Once our tactics are decided upon, the process of training so repetitively to achieve unconscious competence begins. Any trainer will tell you that this is no easy task but all will agree, the way to accomplish it is through repetition. When tactical dilemmas present themselves, we can rely on our principles to guide us to tactically sound solutions quickly.
The second essential component of a flexible formation is effective communication with our counter parts. One way to do this is the reading-off or keying-off your teammates. Reading-off simply means that your next tactical movement is dictated by the team member in front of or around you. This can be done verbally (announcing), non-verbally (squeezing up) or visually.
Perhaps the biggest benefit of reading-off is that it is a built-in corrector. If a team member makes a poor decision, and we’re kidding ourselves if we don’t acknowledge this does happen, reading-off acts as a control measure to correct the error and continue with the objective.
By constantly reading-off our team members, we maintain a constant state of communication and feedback with each other thus maintaining the integrity of the formation while staying focused on the overall objective.

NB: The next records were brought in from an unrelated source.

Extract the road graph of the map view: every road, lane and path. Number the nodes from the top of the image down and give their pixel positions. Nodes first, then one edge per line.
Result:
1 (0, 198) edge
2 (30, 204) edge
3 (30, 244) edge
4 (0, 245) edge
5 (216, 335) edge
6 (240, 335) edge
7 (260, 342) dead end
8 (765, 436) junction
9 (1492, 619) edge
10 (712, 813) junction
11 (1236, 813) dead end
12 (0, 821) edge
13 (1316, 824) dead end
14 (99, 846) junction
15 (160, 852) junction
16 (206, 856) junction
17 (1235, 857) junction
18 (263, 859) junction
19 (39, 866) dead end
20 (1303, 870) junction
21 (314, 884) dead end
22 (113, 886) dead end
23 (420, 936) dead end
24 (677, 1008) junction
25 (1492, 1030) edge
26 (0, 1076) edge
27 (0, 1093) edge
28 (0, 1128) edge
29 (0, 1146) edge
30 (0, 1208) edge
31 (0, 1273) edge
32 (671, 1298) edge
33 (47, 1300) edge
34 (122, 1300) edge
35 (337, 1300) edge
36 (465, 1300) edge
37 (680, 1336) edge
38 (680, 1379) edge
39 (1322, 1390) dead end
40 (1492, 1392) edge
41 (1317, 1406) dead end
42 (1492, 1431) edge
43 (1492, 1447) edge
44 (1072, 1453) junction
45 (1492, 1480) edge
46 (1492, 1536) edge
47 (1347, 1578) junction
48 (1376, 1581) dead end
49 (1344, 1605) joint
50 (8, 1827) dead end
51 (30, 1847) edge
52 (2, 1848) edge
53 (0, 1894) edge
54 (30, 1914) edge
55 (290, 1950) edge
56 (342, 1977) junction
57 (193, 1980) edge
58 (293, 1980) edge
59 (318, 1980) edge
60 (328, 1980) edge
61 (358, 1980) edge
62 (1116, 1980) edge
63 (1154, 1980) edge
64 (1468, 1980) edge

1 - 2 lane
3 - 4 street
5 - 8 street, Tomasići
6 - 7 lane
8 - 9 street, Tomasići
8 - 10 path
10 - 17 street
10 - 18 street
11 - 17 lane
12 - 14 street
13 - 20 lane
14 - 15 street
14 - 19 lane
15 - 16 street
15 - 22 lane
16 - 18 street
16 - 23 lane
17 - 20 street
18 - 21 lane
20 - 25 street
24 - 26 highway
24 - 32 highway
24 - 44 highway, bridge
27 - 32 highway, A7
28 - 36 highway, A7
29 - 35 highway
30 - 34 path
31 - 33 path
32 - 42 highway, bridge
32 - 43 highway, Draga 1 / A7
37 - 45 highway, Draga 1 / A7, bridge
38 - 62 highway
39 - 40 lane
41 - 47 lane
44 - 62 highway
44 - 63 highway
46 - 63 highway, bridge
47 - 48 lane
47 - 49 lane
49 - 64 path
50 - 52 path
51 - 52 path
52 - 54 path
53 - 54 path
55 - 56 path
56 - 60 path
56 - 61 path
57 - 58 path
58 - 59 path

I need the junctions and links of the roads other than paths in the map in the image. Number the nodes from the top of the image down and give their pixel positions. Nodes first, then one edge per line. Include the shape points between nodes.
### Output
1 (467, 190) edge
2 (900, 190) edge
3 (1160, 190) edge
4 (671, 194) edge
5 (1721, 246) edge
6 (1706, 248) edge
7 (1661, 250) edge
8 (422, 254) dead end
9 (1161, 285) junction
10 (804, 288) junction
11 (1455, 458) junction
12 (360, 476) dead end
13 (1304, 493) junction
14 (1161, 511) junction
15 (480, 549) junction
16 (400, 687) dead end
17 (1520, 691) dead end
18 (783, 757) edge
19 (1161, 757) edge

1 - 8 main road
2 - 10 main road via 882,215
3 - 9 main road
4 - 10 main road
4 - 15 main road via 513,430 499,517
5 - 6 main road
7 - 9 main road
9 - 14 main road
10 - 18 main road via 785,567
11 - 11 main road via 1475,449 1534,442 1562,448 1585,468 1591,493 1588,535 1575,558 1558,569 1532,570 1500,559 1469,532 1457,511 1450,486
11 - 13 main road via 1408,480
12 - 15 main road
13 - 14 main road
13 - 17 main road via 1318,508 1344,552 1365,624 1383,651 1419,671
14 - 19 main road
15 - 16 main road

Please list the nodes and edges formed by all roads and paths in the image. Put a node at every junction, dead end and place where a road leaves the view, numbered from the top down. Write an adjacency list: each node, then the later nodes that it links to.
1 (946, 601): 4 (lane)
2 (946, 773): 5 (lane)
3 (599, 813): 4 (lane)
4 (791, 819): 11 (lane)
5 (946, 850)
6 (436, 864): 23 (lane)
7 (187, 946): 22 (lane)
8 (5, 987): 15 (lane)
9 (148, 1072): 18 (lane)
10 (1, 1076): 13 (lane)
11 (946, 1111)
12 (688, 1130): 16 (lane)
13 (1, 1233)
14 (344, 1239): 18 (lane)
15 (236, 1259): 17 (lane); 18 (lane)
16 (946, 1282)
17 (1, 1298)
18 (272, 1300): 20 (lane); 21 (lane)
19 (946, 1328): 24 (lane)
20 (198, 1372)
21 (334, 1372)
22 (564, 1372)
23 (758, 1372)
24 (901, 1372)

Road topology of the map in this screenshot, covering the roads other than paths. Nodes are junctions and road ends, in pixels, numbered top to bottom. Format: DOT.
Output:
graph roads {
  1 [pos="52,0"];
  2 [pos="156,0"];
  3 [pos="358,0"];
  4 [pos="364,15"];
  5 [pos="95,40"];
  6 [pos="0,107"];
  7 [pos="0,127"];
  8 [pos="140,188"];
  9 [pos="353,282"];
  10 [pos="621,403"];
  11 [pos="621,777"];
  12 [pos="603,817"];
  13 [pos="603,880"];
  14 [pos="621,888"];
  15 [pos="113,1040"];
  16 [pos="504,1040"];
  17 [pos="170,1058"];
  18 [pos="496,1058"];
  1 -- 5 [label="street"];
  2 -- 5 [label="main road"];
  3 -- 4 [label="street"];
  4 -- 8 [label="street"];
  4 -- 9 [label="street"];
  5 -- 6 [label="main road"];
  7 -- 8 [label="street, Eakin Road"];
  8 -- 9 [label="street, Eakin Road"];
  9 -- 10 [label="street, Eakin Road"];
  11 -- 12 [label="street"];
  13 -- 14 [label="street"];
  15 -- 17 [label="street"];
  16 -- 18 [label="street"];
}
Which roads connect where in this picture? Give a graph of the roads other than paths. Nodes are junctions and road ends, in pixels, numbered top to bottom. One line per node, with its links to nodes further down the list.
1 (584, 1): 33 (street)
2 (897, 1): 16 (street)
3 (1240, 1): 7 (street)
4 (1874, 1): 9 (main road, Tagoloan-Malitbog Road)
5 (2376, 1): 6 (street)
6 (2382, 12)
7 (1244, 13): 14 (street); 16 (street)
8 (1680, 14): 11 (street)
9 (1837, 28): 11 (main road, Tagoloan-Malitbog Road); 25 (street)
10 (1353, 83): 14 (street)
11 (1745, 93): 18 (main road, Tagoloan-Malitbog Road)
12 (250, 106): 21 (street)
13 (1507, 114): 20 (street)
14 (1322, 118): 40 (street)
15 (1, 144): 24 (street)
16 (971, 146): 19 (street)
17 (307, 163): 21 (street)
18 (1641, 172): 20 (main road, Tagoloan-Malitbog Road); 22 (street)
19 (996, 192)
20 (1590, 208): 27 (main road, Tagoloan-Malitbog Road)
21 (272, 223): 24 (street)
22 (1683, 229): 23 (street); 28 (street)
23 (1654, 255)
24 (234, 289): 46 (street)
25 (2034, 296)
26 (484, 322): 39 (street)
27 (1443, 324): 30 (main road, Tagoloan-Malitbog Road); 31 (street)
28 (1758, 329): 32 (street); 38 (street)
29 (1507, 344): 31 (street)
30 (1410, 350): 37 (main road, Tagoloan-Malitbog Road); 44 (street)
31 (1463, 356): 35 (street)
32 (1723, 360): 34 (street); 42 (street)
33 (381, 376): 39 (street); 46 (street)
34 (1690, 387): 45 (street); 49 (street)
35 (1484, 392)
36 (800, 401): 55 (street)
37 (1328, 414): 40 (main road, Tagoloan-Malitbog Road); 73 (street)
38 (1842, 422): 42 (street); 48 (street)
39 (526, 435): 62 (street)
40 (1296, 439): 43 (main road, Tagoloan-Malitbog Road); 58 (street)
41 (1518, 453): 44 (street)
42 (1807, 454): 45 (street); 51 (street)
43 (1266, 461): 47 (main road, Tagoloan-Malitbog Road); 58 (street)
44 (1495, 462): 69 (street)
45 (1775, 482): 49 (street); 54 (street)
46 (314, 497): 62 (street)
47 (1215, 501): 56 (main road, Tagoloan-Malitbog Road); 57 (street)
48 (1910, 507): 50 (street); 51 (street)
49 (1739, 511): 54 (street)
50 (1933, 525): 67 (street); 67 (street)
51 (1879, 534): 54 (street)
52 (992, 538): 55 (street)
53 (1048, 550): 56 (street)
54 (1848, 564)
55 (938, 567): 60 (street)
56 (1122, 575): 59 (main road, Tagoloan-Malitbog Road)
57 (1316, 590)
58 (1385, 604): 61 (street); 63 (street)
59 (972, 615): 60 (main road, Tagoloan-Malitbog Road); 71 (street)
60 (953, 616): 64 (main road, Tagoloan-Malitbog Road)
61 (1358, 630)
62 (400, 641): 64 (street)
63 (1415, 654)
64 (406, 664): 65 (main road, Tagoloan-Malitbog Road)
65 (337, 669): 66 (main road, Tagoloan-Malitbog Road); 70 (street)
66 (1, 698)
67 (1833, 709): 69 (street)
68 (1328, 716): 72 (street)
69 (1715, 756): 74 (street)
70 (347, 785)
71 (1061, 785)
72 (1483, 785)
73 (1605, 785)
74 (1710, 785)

Too many formations are rigid and therein lies their faults. An inflexible tree branch is easily snapped. There is no question that a file formation, or any formation for that matter, may be optimal for some situations but not good for others. A 5-member tethered or diamond formation, for example, look great on a chalkboard for specific situations, but when the situation, mission or objective changes without warning and with no time to plan, it is the simple, flexible and principally sound formation that will give officers the greatest chance for success.
It is irresponsible training to expect students operating in life threatening situations to be able access a different formation for every time the situation changes considering the limitations in training time most of us experience.
Wouldn’t learning one malleable formation be better?
The focus of our formation needs to be principally based. Each member of that formation must have a sound understanding of its governing principles to mitigate as many foreseeable issues in training as possible. When unforeseeable problems emerge in operation, those members will be equipped to apply those principles and find tactically sound solutions on the fly.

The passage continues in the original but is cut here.